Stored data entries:
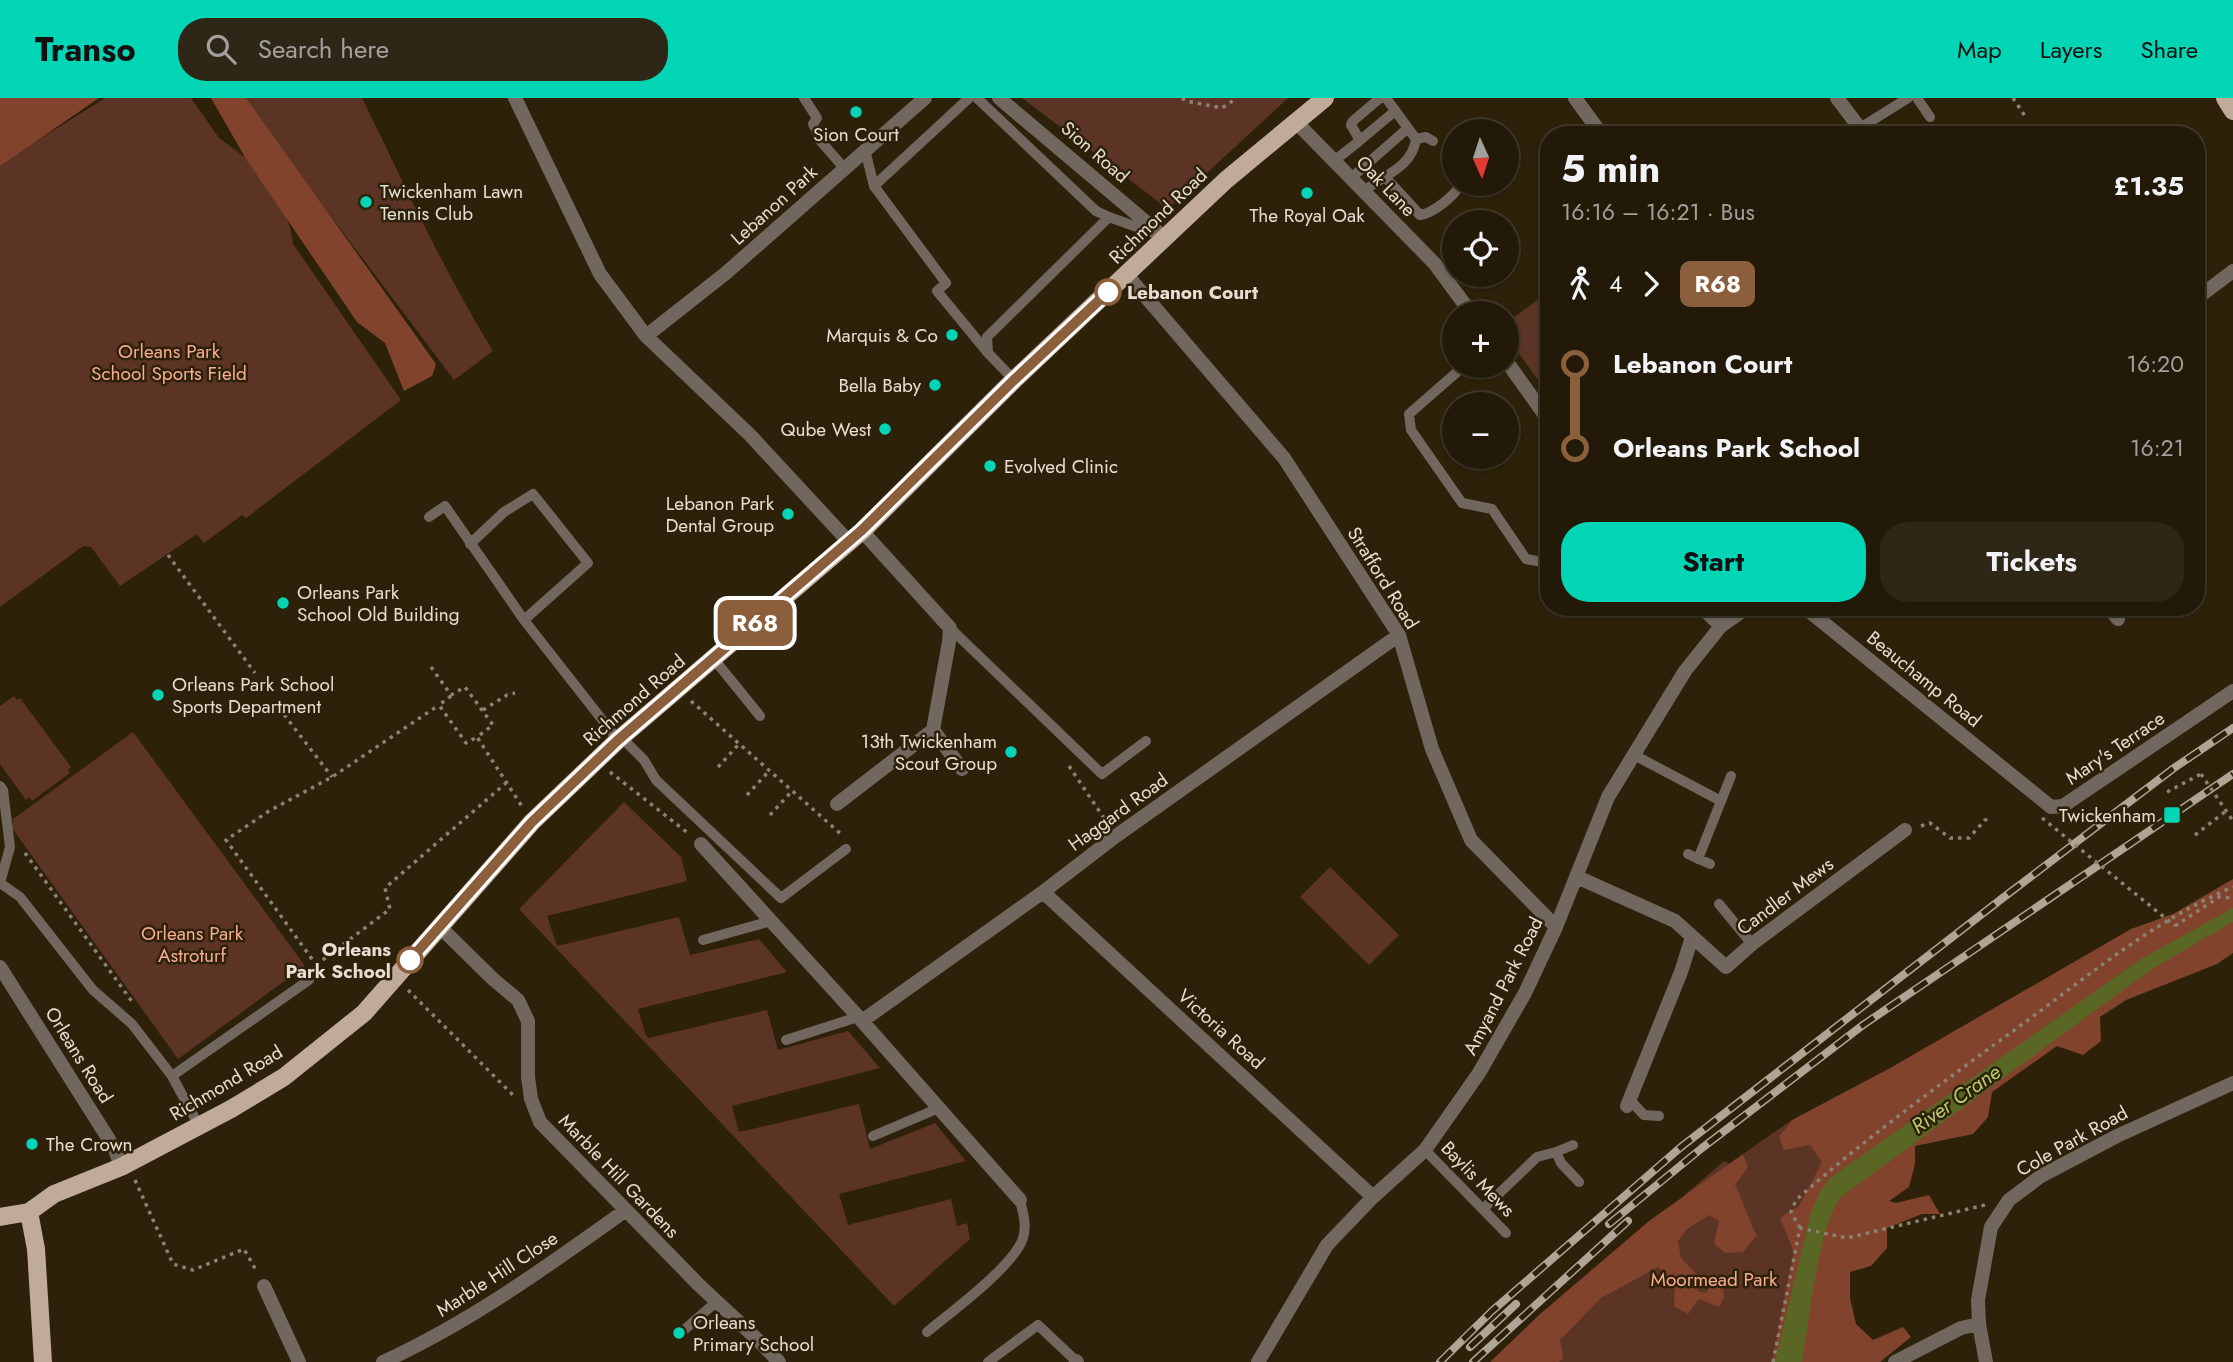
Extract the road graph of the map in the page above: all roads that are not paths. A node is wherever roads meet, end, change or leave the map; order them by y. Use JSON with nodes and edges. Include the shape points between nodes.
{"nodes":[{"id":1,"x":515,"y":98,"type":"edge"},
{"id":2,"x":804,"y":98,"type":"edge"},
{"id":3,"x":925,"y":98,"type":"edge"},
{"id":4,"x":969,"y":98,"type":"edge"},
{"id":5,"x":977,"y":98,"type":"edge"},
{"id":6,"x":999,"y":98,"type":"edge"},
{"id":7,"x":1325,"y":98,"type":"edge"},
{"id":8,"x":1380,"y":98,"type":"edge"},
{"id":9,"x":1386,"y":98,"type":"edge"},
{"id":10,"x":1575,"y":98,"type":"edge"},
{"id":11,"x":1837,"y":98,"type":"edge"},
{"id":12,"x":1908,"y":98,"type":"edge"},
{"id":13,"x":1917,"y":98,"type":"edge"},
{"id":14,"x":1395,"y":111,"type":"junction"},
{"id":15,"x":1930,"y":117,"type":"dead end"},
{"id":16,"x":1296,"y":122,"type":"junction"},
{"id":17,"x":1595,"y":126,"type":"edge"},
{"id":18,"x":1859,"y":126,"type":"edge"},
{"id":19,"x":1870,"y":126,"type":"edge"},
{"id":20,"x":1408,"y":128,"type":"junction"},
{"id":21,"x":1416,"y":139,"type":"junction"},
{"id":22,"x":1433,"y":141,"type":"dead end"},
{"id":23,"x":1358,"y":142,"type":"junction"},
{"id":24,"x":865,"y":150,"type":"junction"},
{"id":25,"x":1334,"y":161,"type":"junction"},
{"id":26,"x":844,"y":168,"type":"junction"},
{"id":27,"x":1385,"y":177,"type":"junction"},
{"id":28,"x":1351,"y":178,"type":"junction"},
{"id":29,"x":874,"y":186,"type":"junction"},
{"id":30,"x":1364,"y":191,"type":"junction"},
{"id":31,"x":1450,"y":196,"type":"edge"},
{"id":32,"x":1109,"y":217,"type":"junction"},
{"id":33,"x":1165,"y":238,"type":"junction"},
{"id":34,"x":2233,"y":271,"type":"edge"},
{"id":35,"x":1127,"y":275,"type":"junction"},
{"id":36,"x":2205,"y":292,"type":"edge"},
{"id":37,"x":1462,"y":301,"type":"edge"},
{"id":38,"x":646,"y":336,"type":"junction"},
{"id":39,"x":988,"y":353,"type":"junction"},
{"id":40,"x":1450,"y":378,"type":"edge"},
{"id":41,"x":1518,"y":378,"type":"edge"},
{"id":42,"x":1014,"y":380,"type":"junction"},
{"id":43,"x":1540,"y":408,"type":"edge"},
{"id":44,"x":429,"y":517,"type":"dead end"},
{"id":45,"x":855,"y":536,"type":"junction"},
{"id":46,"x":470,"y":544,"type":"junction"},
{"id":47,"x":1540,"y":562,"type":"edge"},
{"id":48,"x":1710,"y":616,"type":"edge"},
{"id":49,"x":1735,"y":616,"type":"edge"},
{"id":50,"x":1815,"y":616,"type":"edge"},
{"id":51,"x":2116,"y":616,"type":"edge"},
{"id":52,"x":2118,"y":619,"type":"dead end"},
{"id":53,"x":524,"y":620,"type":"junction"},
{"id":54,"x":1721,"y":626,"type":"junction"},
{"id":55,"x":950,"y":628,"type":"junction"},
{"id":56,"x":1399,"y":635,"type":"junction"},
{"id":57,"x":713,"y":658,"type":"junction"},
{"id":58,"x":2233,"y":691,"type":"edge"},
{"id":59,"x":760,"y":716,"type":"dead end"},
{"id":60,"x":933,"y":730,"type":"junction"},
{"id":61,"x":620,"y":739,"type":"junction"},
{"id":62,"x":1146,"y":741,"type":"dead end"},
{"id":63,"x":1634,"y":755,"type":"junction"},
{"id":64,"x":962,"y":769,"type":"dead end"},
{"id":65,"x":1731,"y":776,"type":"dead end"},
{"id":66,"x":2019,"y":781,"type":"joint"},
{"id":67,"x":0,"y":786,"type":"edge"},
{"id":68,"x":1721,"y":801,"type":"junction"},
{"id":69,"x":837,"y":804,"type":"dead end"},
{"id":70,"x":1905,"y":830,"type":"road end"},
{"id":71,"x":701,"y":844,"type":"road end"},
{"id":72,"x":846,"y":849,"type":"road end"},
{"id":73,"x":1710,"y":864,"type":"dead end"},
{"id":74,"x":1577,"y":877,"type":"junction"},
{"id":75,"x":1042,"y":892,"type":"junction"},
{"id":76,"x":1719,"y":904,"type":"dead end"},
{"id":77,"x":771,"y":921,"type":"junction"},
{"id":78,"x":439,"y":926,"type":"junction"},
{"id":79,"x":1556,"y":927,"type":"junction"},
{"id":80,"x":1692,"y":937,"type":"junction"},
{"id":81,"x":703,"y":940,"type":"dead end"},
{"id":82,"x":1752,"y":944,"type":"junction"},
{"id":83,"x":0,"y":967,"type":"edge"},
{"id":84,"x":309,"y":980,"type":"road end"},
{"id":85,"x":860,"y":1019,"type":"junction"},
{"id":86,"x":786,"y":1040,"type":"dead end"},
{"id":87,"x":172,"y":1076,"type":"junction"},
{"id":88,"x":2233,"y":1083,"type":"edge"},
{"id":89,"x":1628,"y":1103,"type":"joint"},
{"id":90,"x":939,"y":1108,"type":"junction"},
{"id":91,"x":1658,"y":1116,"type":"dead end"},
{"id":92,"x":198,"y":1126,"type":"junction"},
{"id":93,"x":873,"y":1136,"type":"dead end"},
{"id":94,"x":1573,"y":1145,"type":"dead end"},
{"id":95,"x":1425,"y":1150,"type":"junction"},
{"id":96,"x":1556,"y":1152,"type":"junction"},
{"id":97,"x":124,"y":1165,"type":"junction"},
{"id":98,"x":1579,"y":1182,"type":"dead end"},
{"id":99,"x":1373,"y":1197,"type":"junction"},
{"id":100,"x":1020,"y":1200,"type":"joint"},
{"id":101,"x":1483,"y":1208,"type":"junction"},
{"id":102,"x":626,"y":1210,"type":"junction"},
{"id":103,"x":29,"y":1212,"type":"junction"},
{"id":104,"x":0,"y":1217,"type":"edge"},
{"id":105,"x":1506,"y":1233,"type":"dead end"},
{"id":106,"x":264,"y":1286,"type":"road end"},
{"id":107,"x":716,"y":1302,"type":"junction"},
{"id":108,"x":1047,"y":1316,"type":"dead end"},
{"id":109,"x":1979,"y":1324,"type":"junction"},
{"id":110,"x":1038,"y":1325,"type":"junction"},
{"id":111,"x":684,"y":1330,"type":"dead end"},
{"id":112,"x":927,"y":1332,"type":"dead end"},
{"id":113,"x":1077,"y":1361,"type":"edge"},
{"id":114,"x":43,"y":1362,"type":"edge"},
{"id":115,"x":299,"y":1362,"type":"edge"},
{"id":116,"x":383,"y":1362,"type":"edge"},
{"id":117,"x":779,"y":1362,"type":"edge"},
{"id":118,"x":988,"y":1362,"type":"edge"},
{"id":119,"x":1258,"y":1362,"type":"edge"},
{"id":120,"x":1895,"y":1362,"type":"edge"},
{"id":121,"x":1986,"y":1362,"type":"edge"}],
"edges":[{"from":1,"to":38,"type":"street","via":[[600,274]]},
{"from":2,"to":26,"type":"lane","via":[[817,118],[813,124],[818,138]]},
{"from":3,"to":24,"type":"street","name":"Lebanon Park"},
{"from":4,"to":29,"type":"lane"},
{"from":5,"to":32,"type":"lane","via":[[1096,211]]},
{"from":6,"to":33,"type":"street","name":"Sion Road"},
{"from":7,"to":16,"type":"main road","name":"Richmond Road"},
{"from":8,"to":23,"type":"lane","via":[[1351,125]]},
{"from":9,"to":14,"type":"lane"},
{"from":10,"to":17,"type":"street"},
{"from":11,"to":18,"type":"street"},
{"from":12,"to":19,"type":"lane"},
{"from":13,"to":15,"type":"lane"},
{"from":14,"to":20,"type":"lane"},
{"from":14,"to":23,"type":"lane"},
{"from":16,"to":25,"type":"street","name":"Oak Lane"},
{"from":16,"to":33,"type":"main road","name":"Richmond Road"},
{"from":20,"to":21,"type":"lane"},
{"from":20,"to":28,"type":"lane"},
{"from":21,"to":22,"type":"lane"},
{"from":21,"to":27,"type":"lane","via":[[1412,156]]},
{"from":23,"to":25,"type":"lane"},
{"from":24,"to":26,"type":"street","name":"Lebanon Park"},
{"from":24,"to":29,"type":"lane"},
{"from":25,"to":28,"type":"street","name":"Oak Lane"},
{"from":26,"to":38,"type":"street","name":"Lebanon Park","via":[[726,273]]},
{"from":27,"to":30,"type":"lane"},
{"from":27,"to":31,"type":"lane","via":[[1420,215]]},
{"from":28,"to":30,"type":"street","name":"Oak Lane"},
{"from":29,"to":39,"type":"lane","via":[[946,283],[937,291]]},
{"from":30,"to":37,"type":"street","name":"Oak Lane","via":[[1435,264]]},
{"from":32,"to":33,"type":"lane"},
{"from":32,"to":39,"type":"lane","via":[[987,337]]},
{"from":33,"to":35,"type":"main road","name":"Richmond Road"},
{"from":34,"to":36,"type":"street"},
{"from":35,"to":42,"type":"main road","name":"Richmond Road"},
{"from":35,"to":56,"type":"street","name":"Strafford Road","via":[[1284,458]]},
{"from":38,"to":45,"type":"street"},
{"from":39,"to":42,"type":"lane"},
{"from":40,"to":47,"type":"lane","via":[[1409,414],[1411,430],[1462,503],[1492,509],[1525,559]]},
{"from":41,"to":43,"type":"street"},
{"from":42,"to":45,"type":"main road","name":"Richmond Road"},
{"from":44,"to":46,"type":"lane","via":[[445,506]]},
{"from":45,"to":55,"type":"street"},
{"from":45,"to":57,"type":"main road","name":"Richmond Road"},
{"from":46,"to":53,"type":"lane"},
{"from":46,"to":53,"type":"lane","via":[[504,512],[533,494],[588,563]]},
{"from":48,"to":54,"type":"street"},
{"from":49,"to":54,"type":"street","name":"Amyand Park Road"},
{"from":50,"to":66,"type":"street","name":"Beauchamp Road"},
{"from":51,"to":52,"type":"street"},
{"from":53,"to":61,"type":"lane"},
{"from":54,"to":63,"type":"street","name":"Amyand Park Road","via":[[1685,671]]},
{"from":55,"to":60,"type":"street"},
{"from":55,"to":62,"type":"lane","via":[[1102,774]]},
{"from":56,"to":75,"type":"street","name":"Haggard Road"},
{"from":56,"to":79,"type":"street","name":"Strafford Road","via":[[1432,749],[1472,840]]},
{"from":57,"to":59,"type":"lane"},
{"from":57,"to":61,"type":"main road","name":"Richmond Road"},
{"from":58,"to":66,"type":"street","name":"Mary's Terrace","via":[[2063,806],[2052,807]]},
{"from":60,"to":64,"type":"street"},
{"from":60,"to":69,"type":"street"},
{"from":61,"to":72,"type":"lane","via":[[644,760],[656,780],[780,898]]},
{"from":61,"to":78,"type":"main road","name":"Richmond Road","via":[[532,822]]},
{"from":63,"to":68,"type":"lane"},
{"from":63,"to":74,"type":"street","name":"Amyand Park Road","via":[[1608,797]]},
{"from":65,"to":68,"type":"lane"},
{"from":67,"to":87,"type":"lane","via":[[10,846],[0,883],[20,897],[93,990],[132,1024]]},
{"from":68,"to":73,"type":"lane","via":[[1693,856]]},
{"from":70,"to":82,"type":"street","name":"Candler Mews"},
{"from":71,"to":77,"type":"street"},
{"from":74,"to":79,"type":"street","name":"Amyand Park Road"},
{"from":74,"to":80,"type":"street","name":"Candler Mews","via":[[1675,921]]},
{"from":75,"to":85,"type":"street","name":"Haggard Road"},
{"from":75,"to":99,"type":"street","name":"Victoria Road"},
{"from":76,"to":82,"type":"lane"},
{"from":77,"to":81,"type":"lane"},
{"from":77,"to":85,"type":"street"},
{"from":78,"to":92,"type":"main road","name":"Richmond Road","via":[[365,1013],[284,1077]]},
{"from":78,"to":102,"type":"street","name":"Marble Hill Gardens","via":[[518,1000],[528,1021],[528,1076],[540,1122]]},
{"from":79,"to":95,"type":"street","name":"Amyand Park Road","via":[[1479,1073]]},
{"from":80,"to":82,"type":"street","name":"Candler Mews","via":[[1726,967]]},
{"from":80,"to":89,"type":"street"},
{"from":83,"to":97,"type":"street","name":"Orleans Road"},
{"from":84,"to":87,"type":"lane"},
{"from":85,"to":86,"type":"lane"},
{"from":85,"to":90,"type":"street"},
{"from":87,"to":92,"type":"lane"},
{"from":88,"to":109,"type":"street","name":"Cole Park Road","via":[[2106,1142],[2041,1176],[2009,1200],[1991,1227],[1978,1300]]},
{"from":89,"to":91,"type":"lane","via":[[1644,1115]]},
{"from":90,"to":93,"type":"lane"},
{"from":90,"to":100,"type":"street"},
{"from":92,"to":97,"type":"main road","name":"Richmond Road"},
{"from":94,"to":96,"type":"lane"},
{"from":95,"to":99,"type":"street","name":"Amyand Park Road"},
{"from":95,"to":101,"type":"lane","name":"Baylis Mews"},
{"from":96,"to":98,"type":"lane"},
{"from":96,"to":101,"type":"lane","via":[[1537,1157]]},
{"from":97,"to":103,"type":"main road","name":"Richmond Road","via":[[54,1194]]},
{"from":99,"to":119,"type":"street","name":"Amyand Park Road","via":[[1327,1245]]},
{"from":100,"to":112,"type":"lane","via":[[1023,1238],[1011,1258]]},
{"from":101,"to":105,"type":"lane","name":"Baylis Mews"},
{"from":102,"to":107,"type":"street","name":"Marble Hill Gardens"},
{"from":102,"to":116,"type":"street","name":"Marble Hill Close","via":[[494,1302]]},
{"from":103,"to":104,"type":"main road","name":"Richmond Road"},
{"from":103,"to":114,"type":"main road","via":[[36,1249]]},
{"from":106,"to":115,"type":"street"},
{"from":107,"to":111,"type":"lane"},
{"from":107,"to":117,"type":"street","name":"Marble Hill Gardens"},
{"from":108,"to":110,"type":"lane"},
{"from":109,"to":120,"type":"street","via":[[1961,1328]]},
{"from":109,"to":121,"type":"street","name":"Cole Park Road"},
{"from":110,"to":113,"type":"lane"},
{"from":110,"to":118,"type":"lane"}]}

● YOUR GOAL: Within the records above, determine the number of lines that hold the word "Hill" and return only that value.

● ANSWER BOX: 4